Why is this important? It’s because it makes security automatic. With OpenVPN-based services and TunnelBear, you have to remember to turn the VPN on whenever you need it. With Cloak, unless you have specified the Wi-Fi network you are using as trusted, it will connect. When you connect to Target’s guest Wi-Fi, it will connect. When you connect to Starbucks’ guest Wi-Fi, it will connect. When you connect at home, it will not connect.
Installation of Cloak for Mac and iOS is extremely simple. On the Mac, you download the application and drag it to your Applications folder. Once you launch it, you log into your account and you are off and running. Cloak makes it very easy to modify trusted networks vs. untrusted, and it also includes an option to always trust non-WiFi based networks (ethernet, etc).
Cloak on Mac OS X
On iOS, installation is simplified even further. You download the app from the App Store and it walks you through the installation process. It’s a very similar process to TunnelBear since you install an iOS configuration profile. As I mentioned earlier, the secret sauce of Cloak is that once you tell the app your trusted networks, you no longer have to interact with the app.

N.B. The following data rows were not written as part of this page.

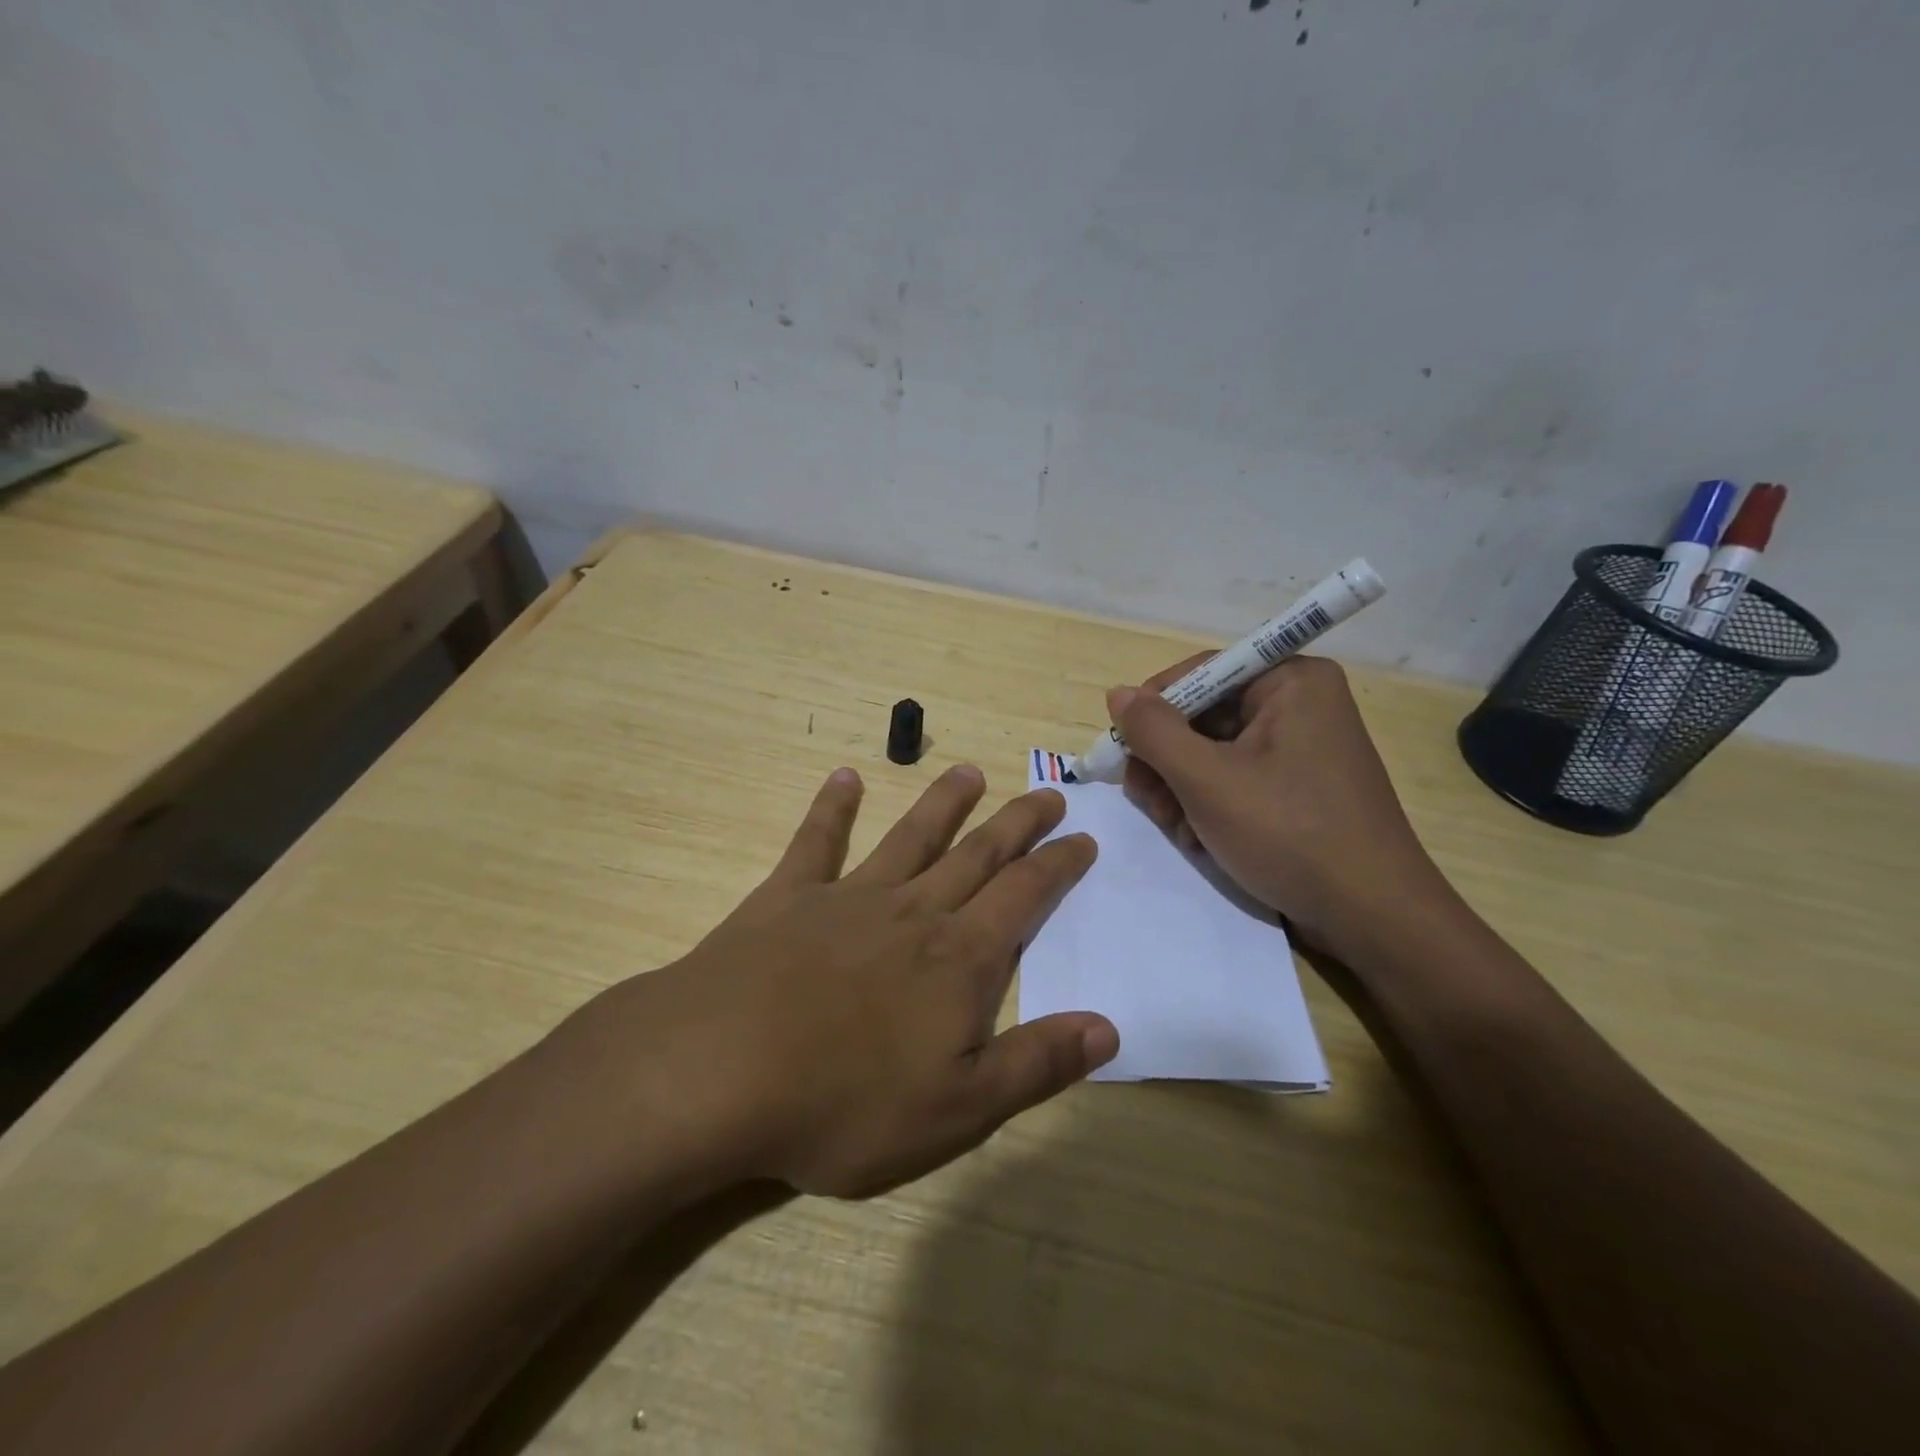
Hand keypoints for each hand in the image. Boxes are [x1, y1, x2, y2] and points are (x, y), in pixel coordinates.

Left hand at [576, 765, 1115, 1199]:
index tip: (1083, 836)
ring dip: (944, 803)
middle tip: (1046, 792)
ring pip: (911, 837)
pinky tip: (844, 777)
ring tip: (969, 772)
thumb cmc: (846, 1103)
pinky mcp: (788, 898)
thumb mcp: (959, 1109)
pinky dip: (832, 808)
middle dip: (1018, 823)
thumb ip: (1037, 1063)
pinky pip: (816, 842)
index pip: (1025, 896)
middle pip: (978, 854)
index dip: (1059, 865)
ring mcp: (849, 897)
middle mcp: (913, 912)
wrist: (720, 1072)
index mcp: (959, 960)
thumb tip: (1109, 1028)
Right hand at [1109, 655, 1452, 962]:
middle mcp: (1299, 704)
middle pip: (1203, 715)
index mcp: (1290, 682)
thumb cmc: (1289, 833)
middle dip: (1167, 760)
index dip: (1153, 708)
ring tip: (1177, 828)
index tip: (1122, 749)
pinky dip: (1208, 804)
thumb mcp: (1207, 780)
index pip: (1201, 672)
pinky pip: (1235, 778)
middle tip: (1146, 799)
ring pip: (1212, 752)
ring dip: (1181, 788)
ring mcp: (1300, 749)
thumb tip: (1117, 694)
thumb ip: (1155, 731)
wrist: (1370, 917)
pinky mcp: (1297, 787)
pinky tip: (1201, 838)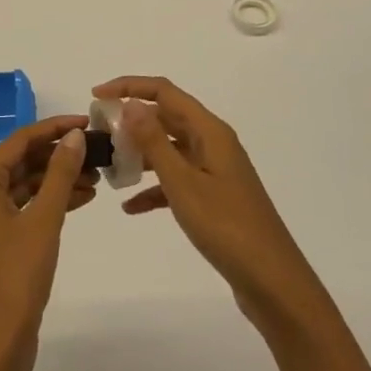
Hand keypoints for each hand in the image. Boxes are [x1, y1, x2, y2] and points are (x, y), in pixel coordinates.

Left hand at [0, 116, 96, 370]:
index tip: (88, 123)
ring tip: (98, 176)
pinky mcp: (1, 241)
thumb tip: (75, 135)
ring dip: (59, 178)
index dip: (55, 128)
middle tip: (97, 150)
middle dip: (60, 154)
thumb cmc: (16, 276)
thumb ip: (60, 174)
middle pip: (24, 159)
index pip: (21, 139)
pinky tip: (83, 199)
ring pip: (28, 184)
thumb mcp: (44, 220)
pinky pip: (28, 207)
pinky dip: (53, 201)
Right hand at [97, 76, 334, 335]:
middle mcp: (213, 143)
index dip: (129, 86)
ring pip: (170, 149)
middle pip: (167, 117)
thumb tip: (130, 104)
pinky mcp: (215, 197)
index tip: (96, 96)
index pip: (164, 91)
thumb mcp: (183, 183)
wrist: (273, 283)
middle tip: (99, 134)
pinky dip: (154, 188)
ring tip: (109, 166)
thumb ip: (154, 142)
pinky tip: (130, 207)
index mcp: (210, 131)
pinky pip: (177, 180)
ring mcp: (215, 170)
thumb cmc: (227, 227)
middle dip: (132, 121)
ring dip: (140, 154)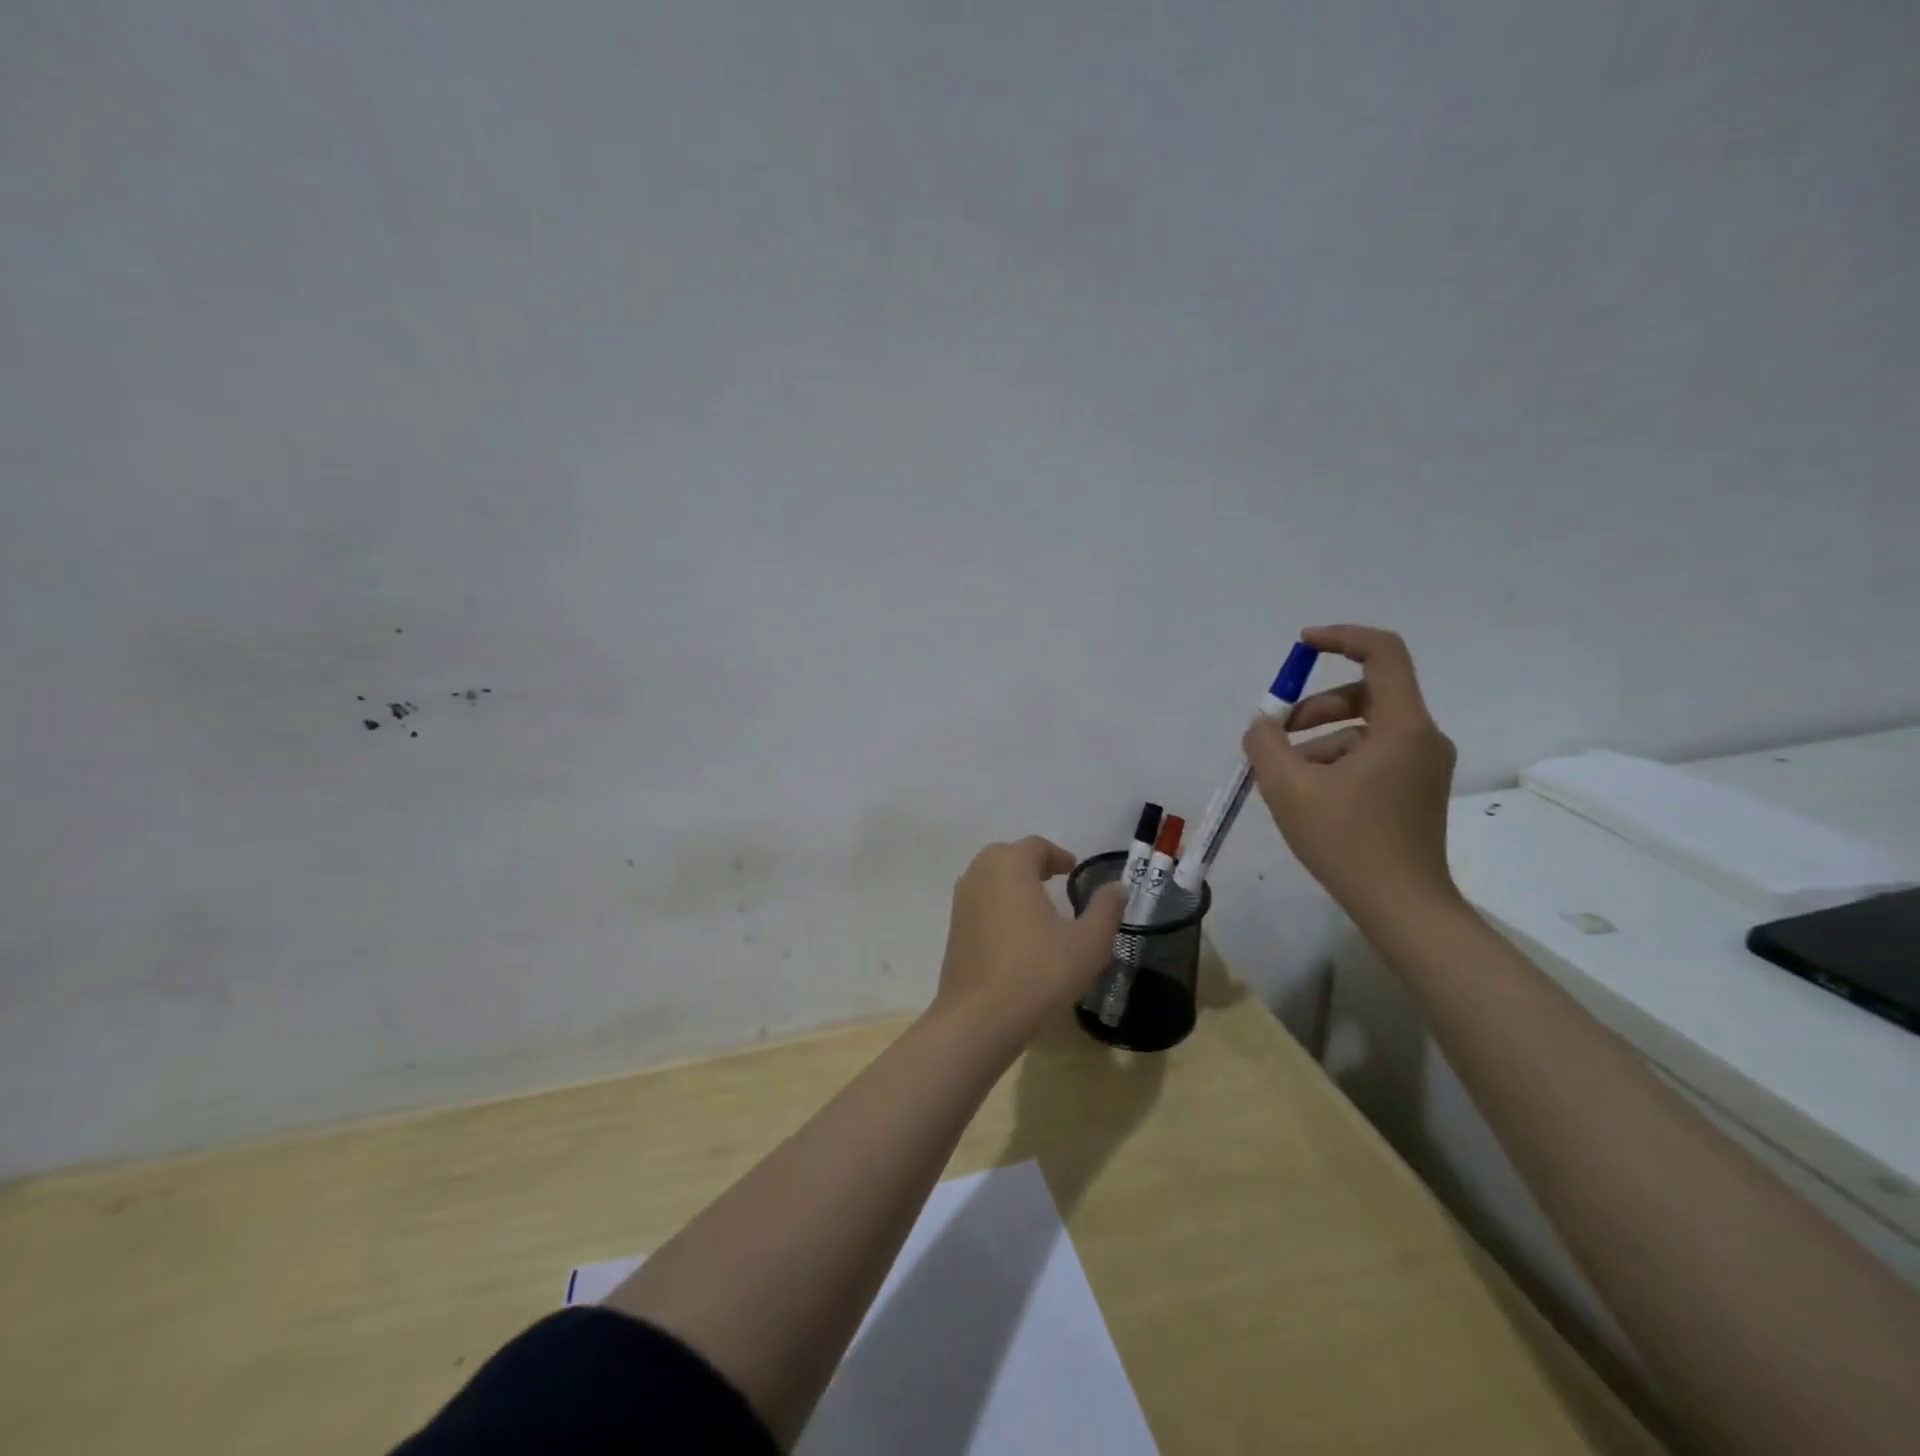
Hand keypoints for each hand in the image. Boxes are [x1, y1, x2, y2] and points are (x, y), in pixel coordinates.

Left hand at [932, 837, 1127, 1049]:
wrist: (979, 1018)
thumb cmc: (1038, 972)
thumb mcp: (1087, 943)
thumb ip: (1106, 910)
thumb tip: (1117, 887)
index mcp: (1009, 866)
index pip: (1035, 846)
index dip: (1057, 855)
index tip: (1073, 870)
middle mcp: (979, 874)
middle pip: (1007, 856)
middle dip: (1032, 864)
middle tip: (1055, 881)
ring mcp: (961, 902)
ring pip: (989, 878)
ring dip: (1013, 883)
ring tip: (1038, 906)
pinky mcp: (953, 929)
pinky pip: (979, 902)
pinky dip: (998, 904)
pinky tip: (1016, 933)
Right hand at [1242, 625, 1459, 928]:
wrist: (1402, 908)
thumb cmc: (1347, 842)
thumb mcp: (1288, 788)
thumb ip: (1265, 744)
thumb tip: (1262, 726)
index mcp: (1403, 727)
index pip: (1383, 653)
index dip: (1341, 638)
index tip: (1302, 645)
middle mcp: (1421, 738)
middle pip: (1366, 693)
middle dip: (1314, 707)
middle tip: (1277, 733)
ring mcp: (1422, 766)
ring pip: (1363, 730)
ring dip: (1318, 741)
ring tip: (1284, 777)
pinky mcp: (1415, 790)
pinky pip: (1370, 756)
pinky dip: (1335, 763)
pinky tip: (1307, 797)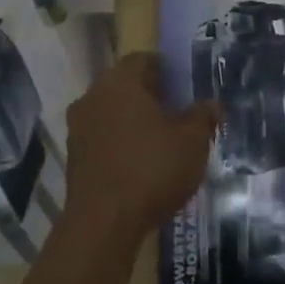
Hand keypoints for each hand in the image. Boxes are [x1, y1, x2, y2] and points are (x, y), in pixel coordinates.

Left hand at [63, 53, 218, 245]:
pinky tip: (140, 163)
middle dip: (149, 95)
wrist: (103, 224)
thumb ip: (203, 117)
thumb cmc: (152, 169)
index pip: (142, 59)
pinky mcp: (73, 157)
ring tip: (161, 140)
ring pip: (111, 112)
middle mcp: (93, 97)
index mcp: (120, 82)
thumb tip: (211, 103)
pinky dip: (119, 142)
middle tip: (176, 111)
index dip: (165, 69)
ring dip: (133, 120)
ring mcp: (78, 128)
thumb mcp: (192, 142)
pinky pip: (101, 137)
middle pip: (124, 85)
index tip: (183, 85)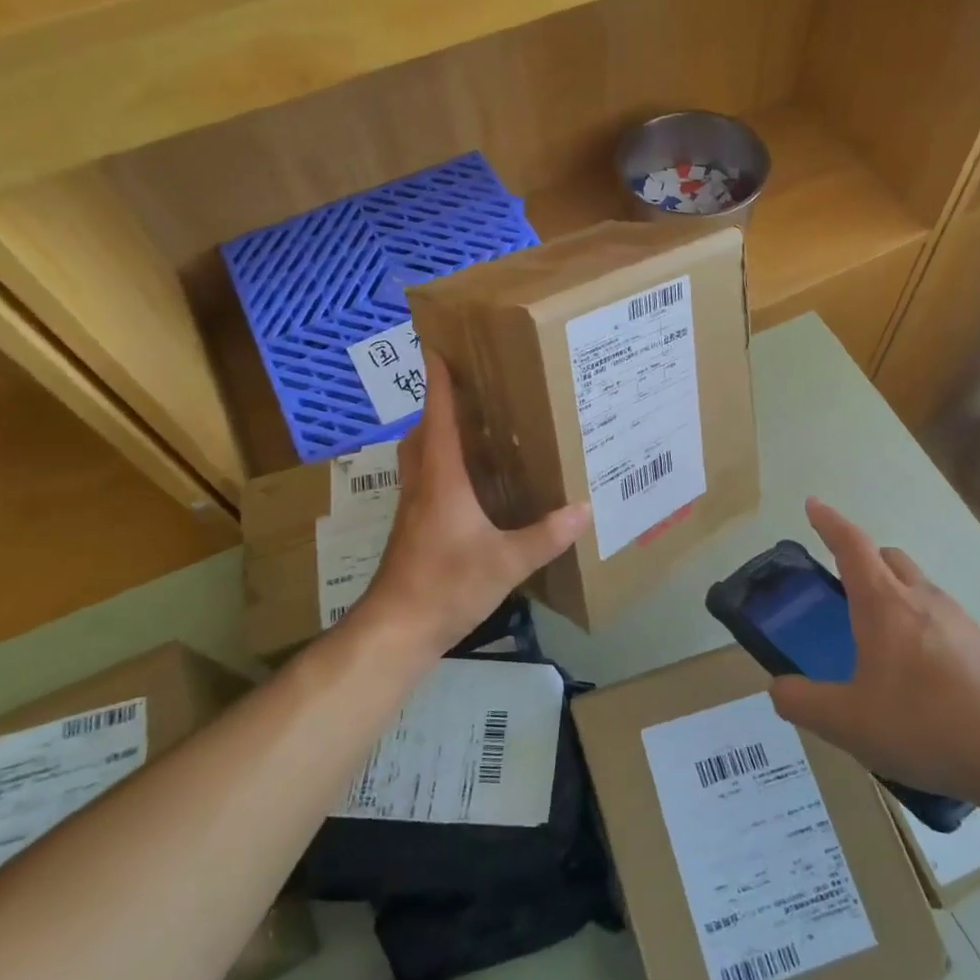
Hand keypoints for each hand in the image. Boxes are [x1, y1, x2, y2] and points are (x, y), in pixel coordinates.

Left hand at [356, 356, 590, 654]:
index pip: (439, 419)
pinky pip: (425, 482)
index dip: (439, 384)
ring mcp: (412, 510)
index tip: (436, 350)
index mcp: (442, 480)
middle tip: (465, 390)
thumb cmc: (446, 585)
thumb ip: (546, 536)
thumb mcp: (505, 562)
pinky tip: (466, 485)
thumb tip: (584, 509)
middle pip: (422, 434)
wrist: (396, 629)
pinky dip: (440, 467)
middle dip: (437, 407)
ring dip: (436, 436)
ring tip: (469, 430)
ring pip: (419, 458)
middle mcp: (422, 486)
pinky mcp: (412, 531)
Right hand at [769, 499, 979, 809]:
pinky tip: (919, 676)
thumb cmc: (924, 725)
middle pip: (890, 558)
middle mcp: (923, 600)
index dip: (830, 522)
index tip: (813, 505)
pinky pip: (944, 621)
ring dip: (895, 595)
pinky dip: (922, 628)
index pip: (852, 545)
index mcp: (884, 604)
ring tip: (880, 639)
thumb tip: (779, 689)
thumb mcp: (846, 722)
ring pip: (920, 588)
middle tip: (843, 583)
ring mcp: (961, 622)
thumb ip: (802, 702)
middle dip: (864, 558)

It will turn itself on and off automatically.
So, what’s the best option?
Cloak and TunnelBear each have 2 distinct advantages. TunnelBear is cheaper on the unlimited plan, but Cloak has the auto-connect feature.
If you are the type of person who frequently uses public Wi-Fi (traveling, coffee shop meetings, etc.), I recommend Cloak. If you are the type person who spends the majority of the day at home and work (and you trust your work Wi-Fi), then TunnelBear is probably a better choice because it’s 50% cheaper on the yearly plan (or 70% if you only use iOS).
Cloak offers a 30-day free trial and TunnelBear offers a free 500 MB a month plan, so there is no reason not to try both and see which one works best for you. Both companies offer a “tweet” bonus, where you can tweet about their service for a quota bonus.
Cloak is our favorite based on its ease of use. It’s still inexpensive for everything it offers. Once you get your “whitelisted” networks setup, you’ll likely not need to use the app again unless you are managing your account. It’s is truly a “set it and forget it” type service.
Whatever you do, if you use Wi-Fi that you don’t manage, make sure you are using a VPN.